↓↓↓

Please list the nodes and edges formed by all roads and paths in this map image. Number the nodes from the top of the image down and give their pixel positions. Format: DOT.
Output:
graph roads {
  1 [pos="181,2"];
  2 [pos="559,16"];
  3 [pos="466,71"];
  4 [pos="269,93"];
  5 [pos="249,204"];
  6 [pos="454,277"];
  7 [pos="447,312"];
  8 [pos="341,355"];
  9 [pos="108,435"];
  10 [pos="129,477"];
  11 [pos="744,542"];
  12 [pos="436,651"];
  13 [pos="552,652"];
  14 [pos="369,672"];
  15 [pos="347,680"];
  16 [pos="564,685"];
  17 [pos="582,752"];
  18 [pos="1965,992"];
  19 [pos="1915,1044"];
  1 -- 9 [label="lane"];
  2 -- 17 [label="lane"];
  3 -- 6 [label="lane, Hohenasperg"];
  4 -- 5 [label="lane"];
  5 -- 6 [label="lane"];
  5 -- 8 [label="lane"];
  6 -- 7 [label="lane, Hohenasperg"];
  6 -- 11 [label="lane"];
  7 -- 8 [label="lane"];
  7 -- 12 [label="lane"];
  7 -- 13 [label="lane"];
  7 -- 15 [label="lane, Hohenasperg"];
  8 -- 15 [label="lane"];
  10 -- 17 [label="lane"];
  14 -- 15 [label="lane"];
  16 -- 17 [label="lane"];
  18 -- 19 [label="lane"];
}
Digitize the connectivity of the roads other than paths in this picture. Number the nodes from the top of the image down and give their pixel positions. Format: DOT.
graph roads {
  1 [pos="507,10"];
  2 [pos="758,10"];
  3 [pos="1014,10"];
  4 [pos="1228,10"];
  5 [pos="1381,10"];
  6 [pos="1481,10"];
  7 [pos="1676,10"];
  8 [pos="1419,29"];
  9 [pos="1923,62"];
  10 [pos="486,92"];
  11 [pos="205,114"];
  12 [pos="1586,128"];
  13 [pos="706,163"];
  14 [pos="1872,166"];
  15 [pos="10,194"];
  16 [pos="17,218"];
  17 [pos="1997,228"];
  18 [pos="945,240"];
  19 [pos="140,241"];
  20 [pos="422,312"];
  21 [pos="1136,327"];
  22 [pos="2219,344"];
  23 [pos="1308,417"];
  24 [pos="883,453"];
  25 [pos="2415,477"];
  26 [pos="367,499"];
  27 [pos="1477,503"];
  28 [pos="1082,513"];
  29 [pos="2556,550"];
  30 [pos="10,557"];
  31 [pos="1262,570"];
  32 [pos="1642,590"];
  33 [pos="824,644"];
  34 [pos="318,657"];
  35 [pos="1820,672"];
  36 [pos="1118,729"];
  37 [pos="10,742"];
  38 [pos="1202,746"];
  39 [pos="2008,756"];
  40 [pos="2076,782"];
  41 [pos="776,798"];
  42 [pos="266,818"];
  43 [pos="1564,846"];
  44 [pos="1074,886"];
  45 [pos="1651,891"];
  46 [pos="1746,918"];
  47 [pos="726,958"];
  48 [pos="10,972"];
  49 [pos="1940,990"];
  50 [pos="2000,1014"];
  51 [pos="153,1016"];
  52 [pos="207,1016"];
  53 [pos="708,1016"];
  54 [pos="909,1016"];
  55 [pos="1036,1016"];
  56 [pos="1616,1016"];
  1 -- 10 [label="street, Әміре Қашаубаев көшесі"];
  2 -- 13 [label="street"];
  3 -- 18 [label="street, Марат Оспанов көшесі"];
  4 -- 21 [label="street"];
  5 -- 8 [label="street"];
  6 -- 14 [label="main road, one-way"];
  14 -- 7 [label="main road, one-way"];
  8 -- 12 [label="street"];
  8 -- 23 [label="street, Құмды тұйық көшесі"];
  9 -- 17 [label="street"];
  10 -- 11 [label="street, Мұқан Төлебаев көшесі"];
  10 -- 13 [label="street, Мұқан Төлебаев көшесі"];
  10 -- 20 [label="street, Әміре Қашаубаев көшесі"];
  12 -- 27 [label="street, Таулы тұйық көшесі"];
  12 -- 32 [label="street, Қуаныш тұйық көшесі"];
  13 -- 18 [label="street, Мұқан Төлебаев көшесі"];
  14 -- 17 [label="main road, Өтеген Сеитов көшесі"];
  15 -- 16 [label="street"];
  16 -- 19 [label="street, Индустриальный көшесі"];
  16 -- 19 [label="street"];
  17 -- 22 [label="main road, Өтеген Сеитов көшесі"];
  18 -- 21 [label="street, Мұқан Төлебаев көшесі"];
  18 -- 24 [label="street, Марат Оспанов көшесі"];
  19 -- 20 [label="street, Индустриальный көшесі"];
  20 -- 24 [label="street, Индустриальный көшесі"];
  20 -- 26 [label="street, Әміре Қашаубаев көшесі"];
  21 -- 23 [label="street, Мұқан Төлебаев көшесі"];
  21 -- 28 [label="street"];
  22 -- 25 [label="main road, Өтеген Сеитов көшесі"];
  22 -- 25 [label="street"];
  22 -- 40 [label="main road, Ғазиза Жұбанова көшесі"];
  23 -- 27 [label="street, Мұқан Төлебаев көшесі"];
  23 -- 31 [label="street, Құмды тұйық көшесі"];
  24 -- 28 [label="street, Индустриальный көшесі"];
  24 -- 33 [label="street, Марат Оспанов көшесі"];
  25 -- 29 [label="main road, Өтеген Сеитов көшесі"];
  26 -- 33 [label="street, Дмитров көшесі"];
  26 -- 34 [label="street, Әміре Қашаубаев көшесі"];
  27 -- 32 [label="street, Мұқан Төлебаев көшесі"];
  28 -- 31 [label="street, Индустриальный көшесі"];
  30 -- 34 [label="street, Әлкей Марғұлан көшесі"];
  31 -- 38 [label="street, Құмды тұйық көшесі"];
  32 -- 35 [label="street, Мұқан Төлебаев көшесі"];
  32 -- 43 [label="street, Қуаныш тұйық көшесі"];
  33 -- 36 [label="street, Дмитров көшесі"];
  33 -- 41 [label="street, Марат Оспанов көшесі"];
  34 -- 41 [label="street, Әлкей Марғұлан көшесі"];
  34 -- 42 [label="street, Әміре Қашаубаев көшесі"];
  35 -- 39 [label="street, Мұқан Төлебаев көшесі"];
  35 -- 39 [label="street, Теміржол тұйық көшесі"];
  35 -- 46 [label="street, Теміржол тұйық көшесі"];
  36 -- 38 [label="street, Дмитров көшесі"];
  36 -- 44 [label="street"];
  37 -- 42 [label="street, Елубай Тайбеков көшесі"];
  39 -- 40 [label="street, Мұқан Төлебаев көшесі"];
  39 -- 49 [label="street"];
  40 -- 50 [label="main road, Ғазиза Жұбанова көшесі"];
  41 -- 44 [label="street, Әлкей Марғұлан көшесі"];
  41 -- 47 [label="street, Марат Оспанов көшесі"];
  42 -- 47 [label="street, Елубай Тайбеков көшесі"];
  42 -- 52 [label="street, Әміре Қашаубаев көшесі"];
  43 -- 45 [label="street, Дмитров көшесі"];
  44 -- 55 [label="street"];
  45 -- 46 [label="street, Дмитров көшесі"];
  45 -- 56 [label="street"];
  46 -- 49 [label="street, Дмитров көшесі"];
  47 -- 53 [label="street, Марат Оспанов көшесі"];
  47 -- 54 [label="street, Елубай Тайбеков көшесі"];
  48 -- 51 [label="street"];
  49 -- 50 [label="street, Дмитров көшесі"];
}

↑↑↑

**YOUR TASK:**
Return all lines from the data above with "Ғазиза" in them.

**WRITTEN SOLUTION:**
  22 -- 40 [label="main road, Ғазиза Жұбанова көшесі"];
  40 -- 50 [label="main road, Ғазиза Жұбанова көшесі"];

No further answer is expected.